I am wondering if it is possible to write a SimpleFeature to Cassandra in a Spark context? I am trying to map SimpleFeatures for my data into a Spark RDD, but I am having some issues. The following createFeature() function that is being called works fine in a standalone unit test, and I have another unit test that calls it and is successful in writing to Cassandra via the GeoMesa api with the SimpleFeature that it produces:
import org.locationtech.geomesa.spark.GeoMesaSparkKryoRegistrator
. . .
private val sparkConf = new SparkConf(true).set("spark.cassandra.connection.host","localhost").set("spark.serializer","org.apache.spark.serializer.KryoSerializer").set("spark.kryo.registrator",classOf[GeoMesaSparkKryoRegistrator].getName).setAppName(appName).setMaster(master)
. . .
val rowsRDD = processedRDD.map(r => {
...
println("** NAME VALUE MAP **")
for ((k,v) <- featureNamesValues) printf("key: %s, value: %s\n", k, v)
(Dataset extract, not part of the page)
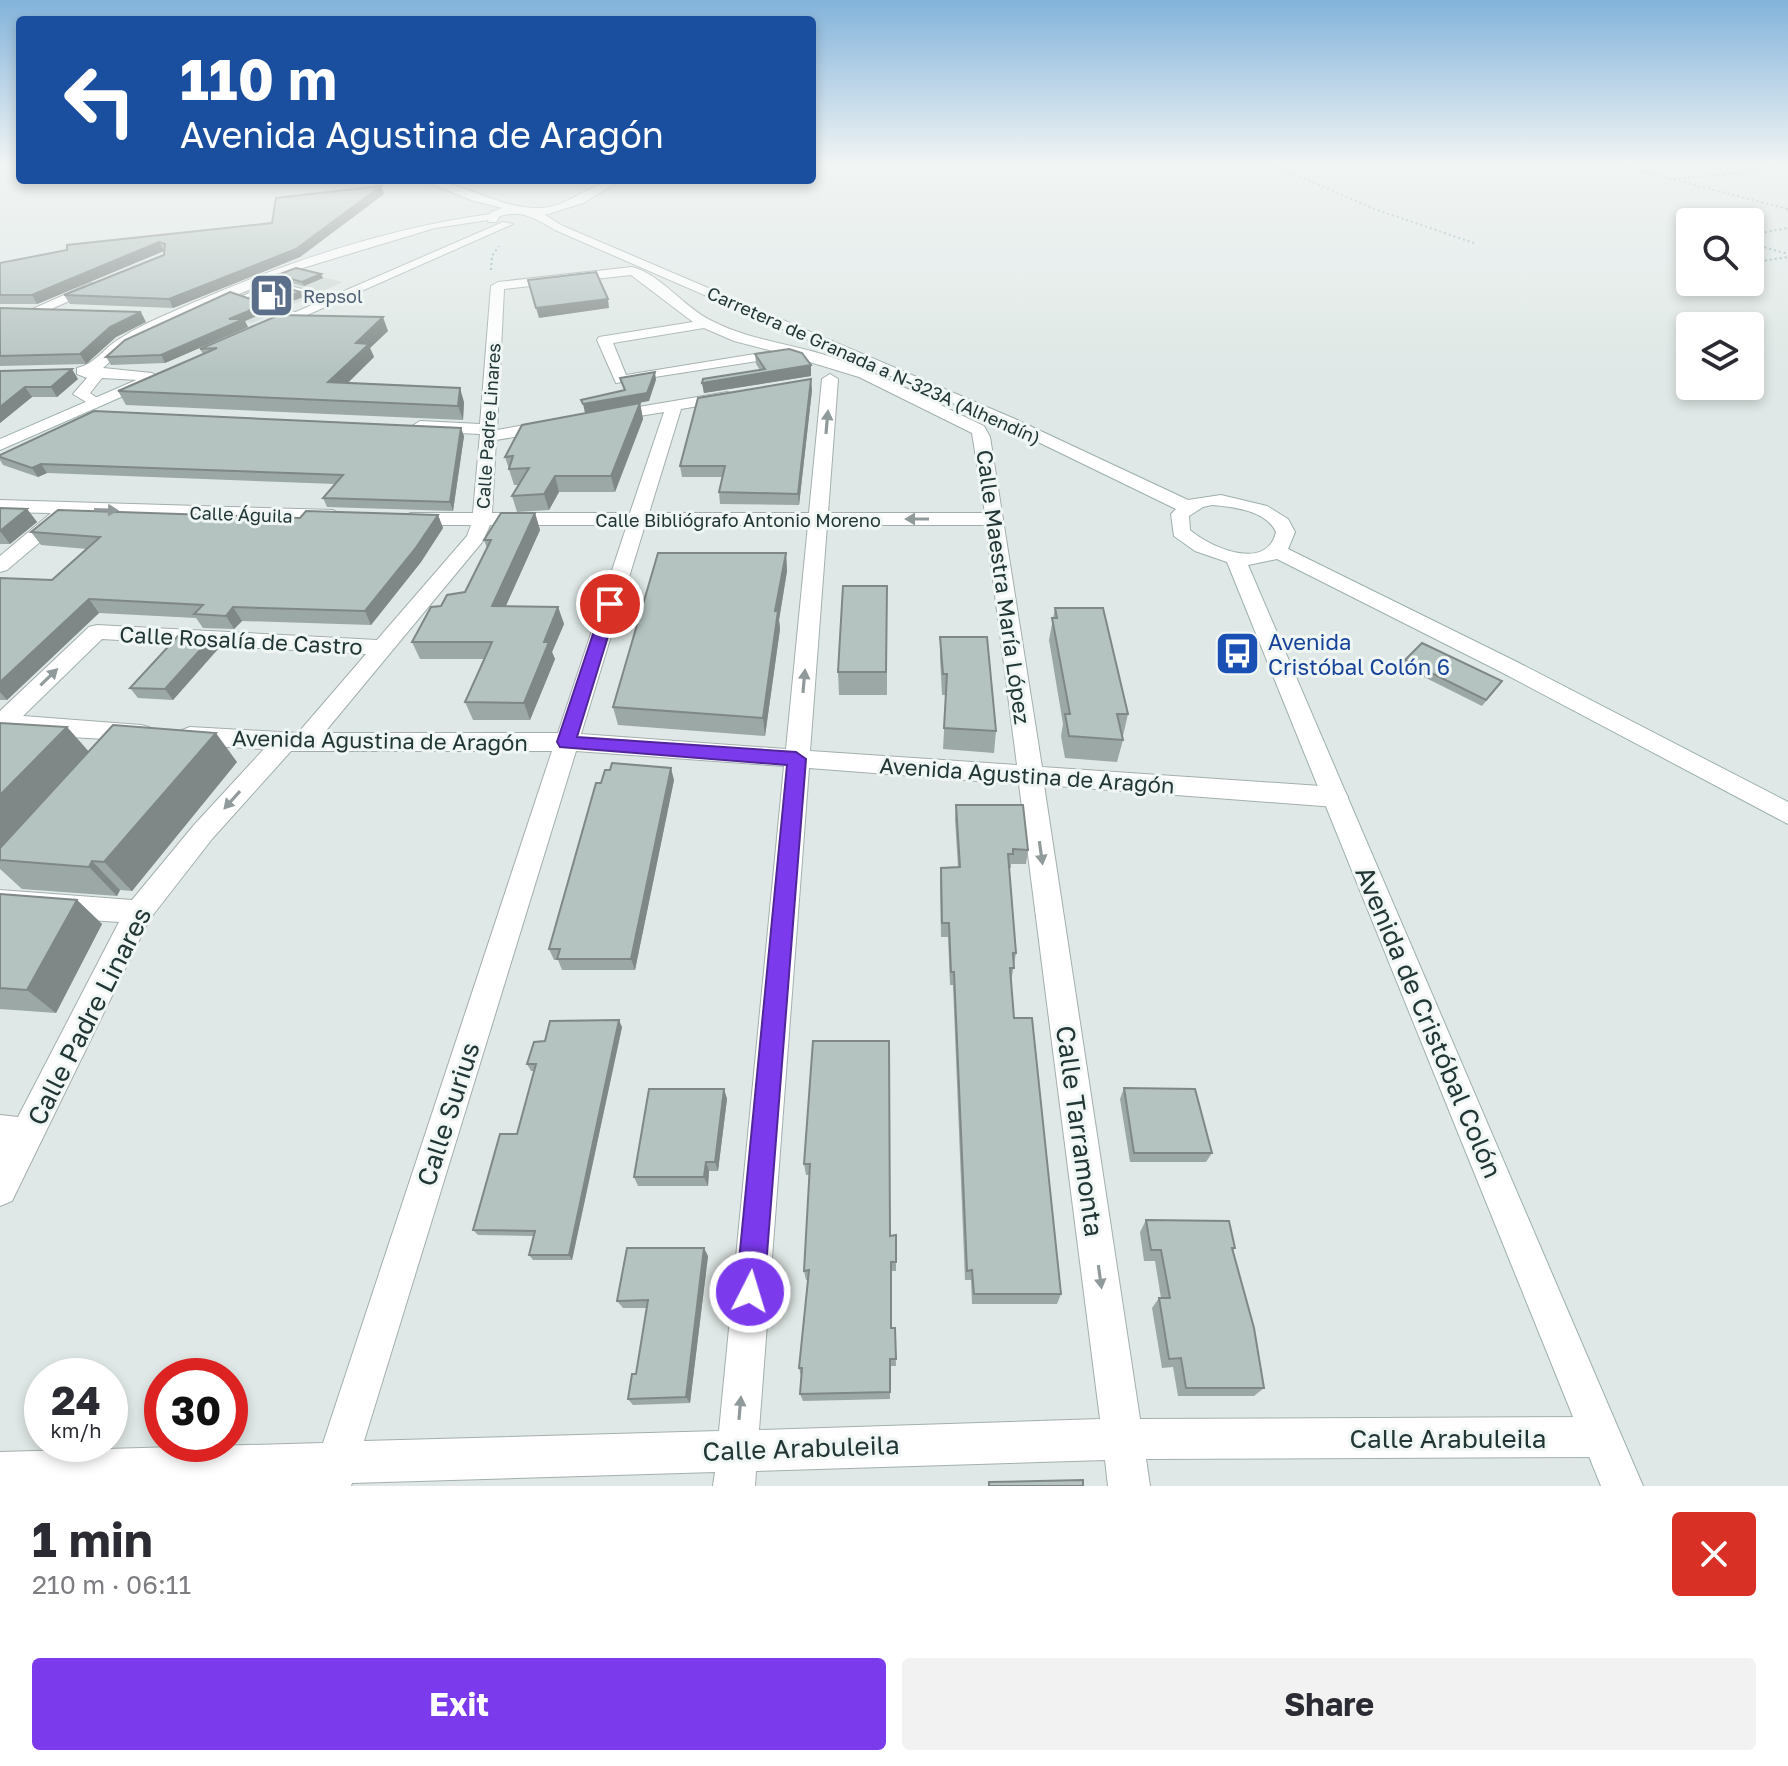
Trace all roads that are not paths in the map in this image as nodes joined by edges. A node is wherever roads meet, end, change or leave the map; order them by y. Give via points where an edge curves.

val feature = MyGeoMesaManager.createFeature(featureTypeConfig.asJava,featureNamesValues.asJava)
feature
})
rowsRDD.print()
However, the fact that I now have the function call inside of an RDD's map() function in a Spark context causes a Serialization error on SimpleFeatureImpl due to Spark partitioning:
18/02/12 08:00:46 ERROR Executor: Exception in task 0.0 in stage 19.0 (TID
9)
java.io.NotSerializableException: org.geotools.feature.simple.SimpleFeatureImpl
Serialization stack:
- object not serializable (class: org.geotools.feature.simple.SimpleFeatureImpl, value: SimpleFeatureImpl:myfeature=[SimpleFeatureImpl.Attribute: . . ., SimpleFeatureImpl.Attribute: . . .])
- element of array (index: 0)
- array (class [Lorg.opengis.feature.simple.SimpleFeature;, size 4)
So ok, I then added the kyro dependency mentioned on the geomesa spark core page in an effort to mitigate this, but now I am getting a NoClassDefFoundError on the GeoMesaSparkKryoRegistrator class when the map function executes, but as you can see the geomesa-spark-core dependency exists on the classpath, and I am able to import the class:
18/02/12 08:08:37 ERROR Executor: Exception in task 0.0 in stage 26.0 (TID
11)
java.lang.NoClassDefFoundError: Could not initialize class org.locationtech.geomesa.spark.GeoMesaSparkKryoRegistrator$
at org.locationtech.geomesa.spark.GeoMesaSparkKryoRegistrator$$anon$1.write(GeoMesaSparkKryoRegistrator.scala:36)
at org.locationtech.geomesa.spark.GeoMesaSparkKryoRegistrator$$anon$1.write(GeoMesaSparkKryoRegistrator.scala:32)
at com.esotericsoftware.kryo.Kryo.writeClassAndObject(Kryo.java:568)
at com.esotericsoftware.kryo.serializers.DefaultArraySerializers$ObjectArraySerializer.write(DefaultArraySerializers.java:318)
at com.esotericsoftware.kryo.serializers.DefaultArraySerializers$ObjectArraySerializer.write(DefaultArraySerializers.java:293)
at com.esotericsoftware.kryo.Kryo.writeClassAndObject(Kryo.java:568)
at org.apache.spark.serializer.KryoSerializerInstance.serialize(KryoSerializer.scala:315)
at org.apache.spark.executor.Executor$TaskRunner.run(Executor.scala:383)
at java.util.concurrent.ThreadPoolExecutor.runWorker(ThreadPoolExecutor.java:1149)
at java.util.concurrent.ThreadPoolExecutor$Worker.run(ThreadPoolExecutor.java:624)
at java.lang.Thread.run(Thread.java:748)
And finally, I tried to add the com.esotericsoftware.kryo dependency to the classpath, but I got the same error.
Is it going to be possible to do what I am trying to do with GeoMesa, Spark, and Cassandra? It feels like I am on the 1 yard line but I can't quite punch it in.